4.3.2 Sobre bricolagem e bricoleur

Mário Vitória também se mostra como bricoleur, em nossa perspectiva, pois a utilização de diversos símbolos e elementos da cultura em suas imagens pictóricas leva-nos a refletir acerca desse oceano imagético. MV relaciona símbolos heteróclitos, remetendo-nos a diversas questões tratadas nas Epistemologias do Sul. A bricolagem para Carvalho (2003):

é um processo que se define basicamente pela ausência de um projeto que ajuste, de modo linear e causal, meios e fins. Nela se desfazem as dualidades entre arte e ciência, ciência e mito, razão e desrazão. Seu papel é criar signos e significados valendo-se de resíduos culturais acabados, imprimindo-lhes rearranjos e reorganizações (CARVALHO, 2003, p. 9).

Enquanto bricoleur, MV religa elementos distintos e, convencionalmente, inconcebíveis como partes integrante nas relações humanas. O artista compõe cenários e personagens inéditos à normalidade do cotidiano, legitimando o que não se vê e não se crê. É, ao mesmo tempo, colocar em cheque a ideia de pureza do ser humano, considerando-o constituinte de natureza animal e vegetal.

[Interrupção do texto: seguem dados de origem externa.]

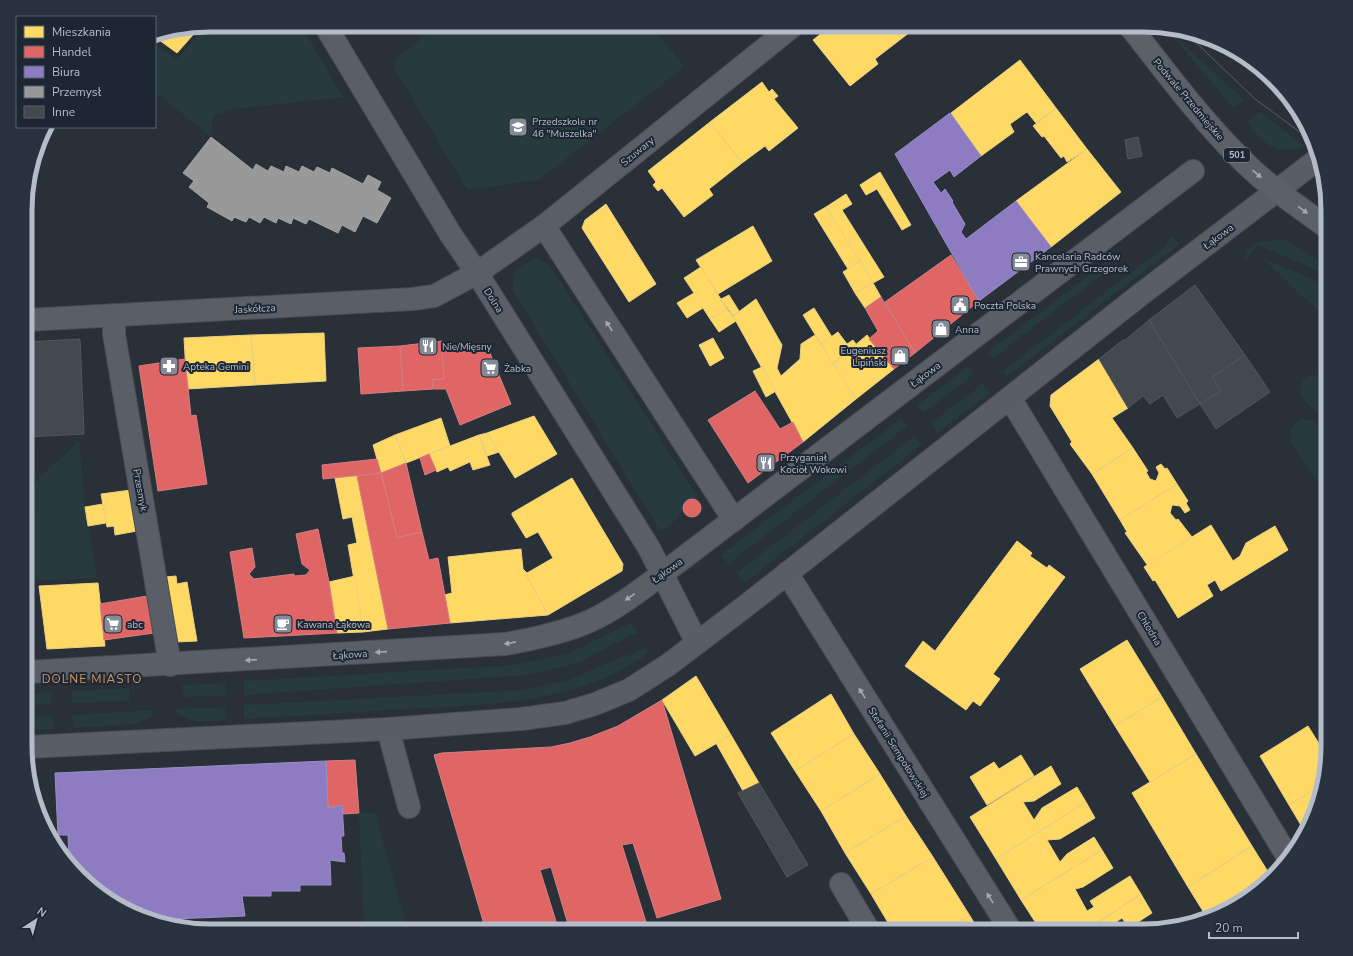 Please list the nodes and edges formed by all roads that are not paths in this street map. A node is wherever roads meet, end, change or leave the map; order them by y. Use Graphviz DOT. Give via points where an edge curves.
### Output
graph roads {
  1 [pos="329,32"];
  2 [pos="785,32"];
  3 [pos="1135,32"];
  4 [pos="1314,162"];
  5 [pos="1193,171"];
  6 [pos="1277,191"];
  7 [pos="1321,223"];
  8 [pos="544,226"];
  9 [pos="477,273"];
  10 [pos="114,315"];
  11 [pos="32,320"];
  12 [pos="1010,398"];
  13 [pos="734,520"];
  14 [pos="787,573"];
  15 [pos="662,574"];
  16 [pos="697,643"];
  17 [pos="170,665"];
  18 [pos="32,672"];
  19 [pos="388,729"];
  20 [pos="32,747"];
  21 [pos="409,807"];
  22 [pos="1285,853"];
  23 [pos="841,884"];
  24 [pos="865,924"];
  25 [pos="1007,924"];
  1 -- 9 [label="street, Dolna" via="451,235"];
  2 -- 8 [label="street, Szuwary"];
  3 -- 6 [label="main road, Podwale Przedmiejskie / 501, one-way" via="1209,126"];
  4 -- 6 [label="street, Łąkowa"];
  5 -- 13 [label="street, Łąkowa"];
  6 -- 7 [label="main road, Podwale Przedmiejskie / 501, one-way"];
  6 -- 12 [label="street, Łąkowa"];
  8 -- 9 [label="street, Szuwary"];
  13 -- 8 [label="street, one-way"];
  9 -- 10 [label="street, Jaskółcza" via="434,296 414,300"];
  9 -- 15 [label="street, Dolna" via="649,548"];
  10 -- 11 [label="street, Jaskółcza"];
  10 -- 17 [label="street, Przesmyk" via="114,334"];
  12 -- 14 [label="street, Łąkowa"];
  12 -- 22 [label="street, Chłodna"];
  13 -- 15 [label="street, Łąkowa"];
  14 -- 16 [label="street, Łąkowa"];
  25 -- 14 [label="street, Stefanii Sempołowskiej, one-way"];
  15 -- 16 [label="street, Dolna"];
  15 -- 17 [label="street, Łąkowa, one-way" via="590,621 548,636 505,644"];
  16 -- 19 [label="street, Łąkowa" via="630,690 565,713 521,719"];
  17 -- 18 [label="street, Łąkowa"];
  19 -- 20 [label="street, Łąkowa"];
  19 -- 21 [label="street"];
  23 -- 24 [label="street"];
}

O bricoleur utiliza materiais que já existem e une materiais diferentes trazendo à tona outro conceito, outra história, outro objeto. No caso do Mário Vitória, a denominação de bricoleur tem um caráter simbólico, porque esses objetos, essas coisas, esses materiais que são colados, juntados, reunidos numa única peça resultam na ressignificação de um objeto, de um símbolo, ou de uma estória inteira, outro utensílio. As experiências sociais reunidas com o onírico e elementos da fantasia (criados pela indústria cultural da produção infantil de desenhos animados) evidenciam e denunciam os desgastes dos direitos humanos. Werneck (2008) explica que:

na arte da bricolagem, o onírico e o poético são elementos constitutivos do objeto fabricado, não importando a sua rusticidade. É a arte do improviso, do intuído, em que a imaginação, aliada a uma grande habilidade manual, desempenha papel fundamental. Artista do acaso objetivo, colecionador de cacos e ruínas, o bricoleur retira, até mesmo do ordenamento e da classificação de seus materiais, uma experiência estética suplementar (WERNECK, 2008, p. 326).

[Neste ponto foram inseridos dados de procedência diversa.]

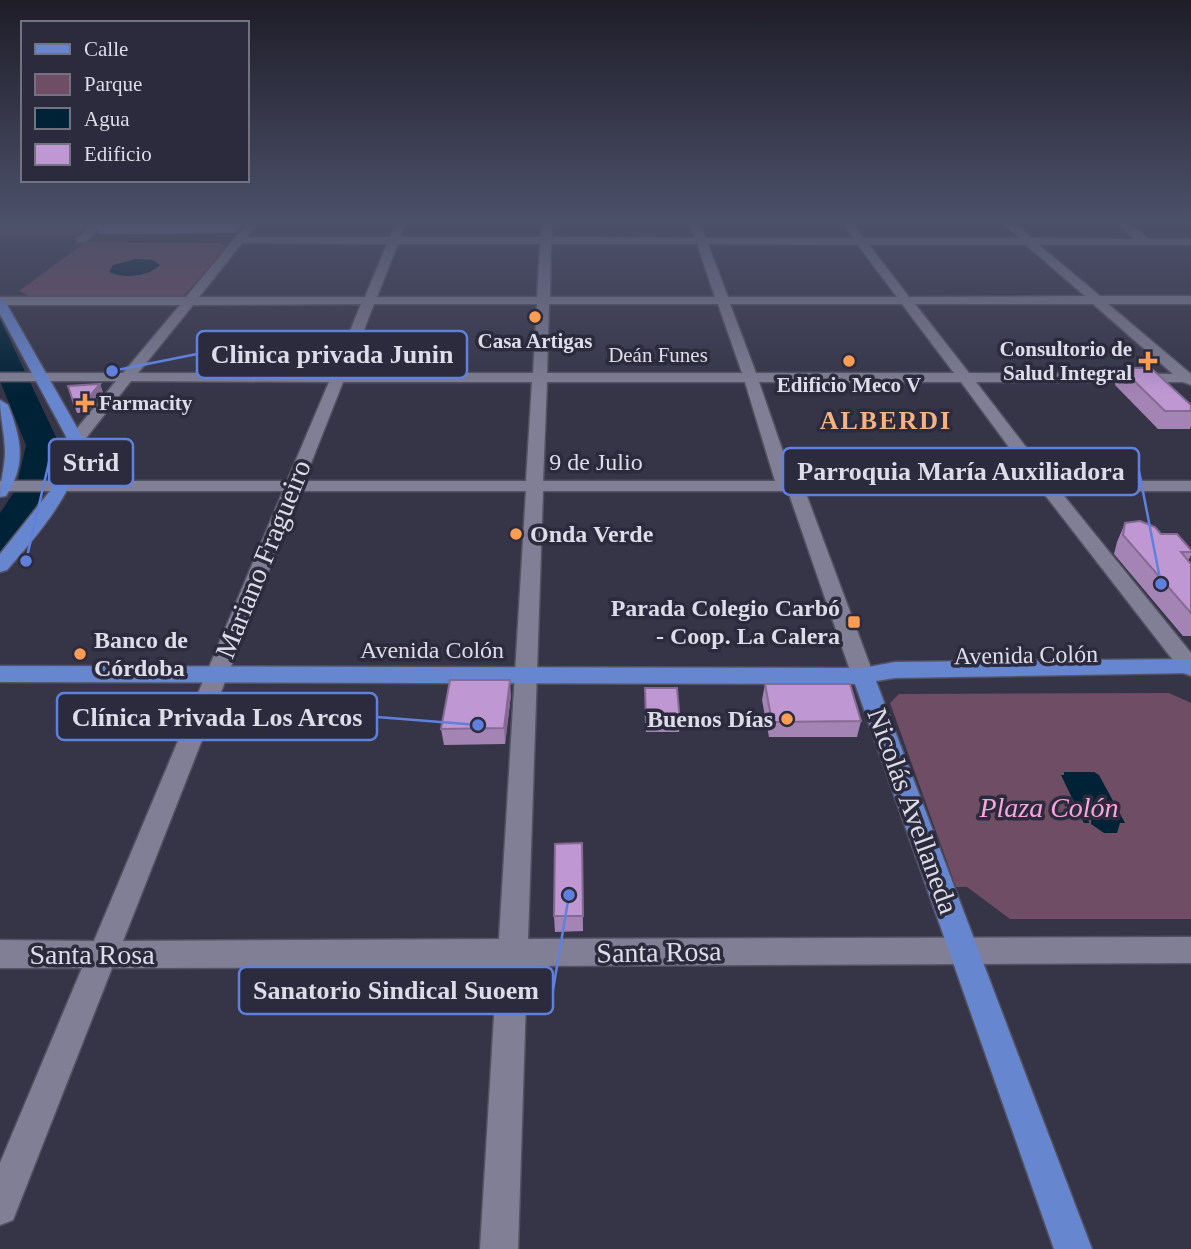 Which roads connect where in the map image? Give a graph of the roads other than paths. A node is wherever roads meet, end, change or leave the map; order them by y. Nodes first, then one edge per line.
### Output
1 (207, 278) edge
2 (378, 278) edge
3 (545, 278) edge
4 (715, 278) edge
5 (888, 278) edge
6 (1070, 278) edge
7 (722, 299) junction
8 (189, 300) junction
9 (368, 300) junction
10 (543, 300) junction
11 (905, 300) junction
12 (1095, 300) junction
13 (1191, 300) edge
14 (0, 302) edge
15 (750, 376) junction
16 (0, 377) edge
17 (42, 377) junction
18 (127, 377) junction
19 (337, 377) junction
20 (542, 377) junction
21 (965, 378) junction
22 (1189, 379) edge
23 (0, 405) edge
24 (76, 440) junction
25 (61, 486) junction
26 (293, 486) junction
27 (537, 486) junction
28 (1047, 486) junction
29 (1191, 486) edge
30 (1, 488) edge
31 (794, 488) junction
32 (0, 566) edge
33 (1191, 670) edge
34 (0, 674) edge
35 (528, 676) junction
36 (863, 676) junction
37 (215, 677) junction
38 (963, 947) junction
39 (1191, 950) edge
40 (0, 954) edge
41 (514, 954) junction
42 (102, 955) junction
43 (0, 1207) edge
44 (499, 1249) edge
45 (1073, 1249) edge

1 - 8 street
2 - 9 street, Mariano Fragueiro
3 - 10 street
4 - 7 street, Nicolás Avellaneda
5 - 11 street
6 - 12 street
7 - 10 street
7 - 11 street
7 - 15 street, Nicolás Avellaneda
8 - 9 street
8 - 14 street
8 - 18 street
9 - 10 street
9 - 19 street, Mariano Fragueiro
10 - 20 street
11 - 12 street
11 - 21 street
12 - 13 street
12 - 22 street
14 - 17 main road
15 - 20 street, Deán Funes
15 - 21 street, Deán Funes
15 - 31 street, Nicolás Avellaneda
16 - 17 street, Deán Funes
17 - 18 street, Deán Funes
17 - 24 main road
18 - 19 street, Deán Funes
18 - 24 street
19 - 20 street, Deán Funes
19 - 26 street, Mariano Fragueiro
20 - 27 street
21 - 22 street, Deán Funes
21 - 28 street
23 - 30 main road
24 - 25 main road
25 - 26 street, 9 de Julio
25 - 30 street, 9 de Julio
25 - 32 main road
26 - 27 street, 9 de Julio
26 - 37 street, Mariano Fragueiro
27 - 31 street, 9 de Julio
27 - 35 street
28 - 29 street, 9 de Julio
28 - 31 street, 9 de Julio
28 - 33 street
31 - 36 street, Nicolás Avellaneda
33 - 36 main road, Avenida Colón
34 - 37 main road, Avenida Colón
35 - 36 main road, Avenida Colón
35 - 37 main road, Avenida Colón
35 - 41 street
36 - 38 main road, Nicolás Avellaneda
37 - 42 street, Mariano Fragueiro
38 - 39 street, Santa Rosa
38 - 41 street, Santa Rosa
38 - 45 main road, Nicolás Avellaneda
40 - 42 street, Santa Rosa
41 - 42 street, Santa Rosa
41 - 44 street
42 - 43 street, Mariano Fragueiro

Para Lévi-Strauss (1989, p. 42), o bricoleur é aquele que jamais completa o projeto, estando sempre a se reinventar, falando “por meio das coisas”, “pelas escolhas que faz entre possibilidades limitadas”. Um trecho, de Lévi-Strauss, que principia a obra “Olhar, escutar, ler” (1997), é pertinente como exemplo da ação de bricollage:

Proust compara seu trabalho ao de uma costureira que monta um vestido com peças já recortadas, que já possuem forma; ou, se o vestido estiver muito usado, o refaz. Do mesmo modo, em seu livro ele ajusta e cola fragmentos uns aos outros “para recriar a realidade, costurando, no movimento de ombros de um, o movimento de nuca feito por outro”, e construir uma única sonata, uma única igreja, uma única jovem, com impressões recebidas de várias.

Essa técnica de colagens e montagens faz da obra o resultado de uma dupla articulação. Não utilizo a expressão segundo seu emprego linguístico. A extensão parece-me, contudo, legítima pelo fato de as unidades de primeira ordem já serem obras literárias, combinadas e dispostas para produzir uma obra literária de um nível mais elevado. Esse trabalho difere do que resulta de projetos, de esboços refundidos na redação definitiva, em vez de, no estado último da obra, as peças do mosaico permanecerem reconhecíveis e manterem sua individualidade (LÉVI-STRAUSS, 1997, p. 10).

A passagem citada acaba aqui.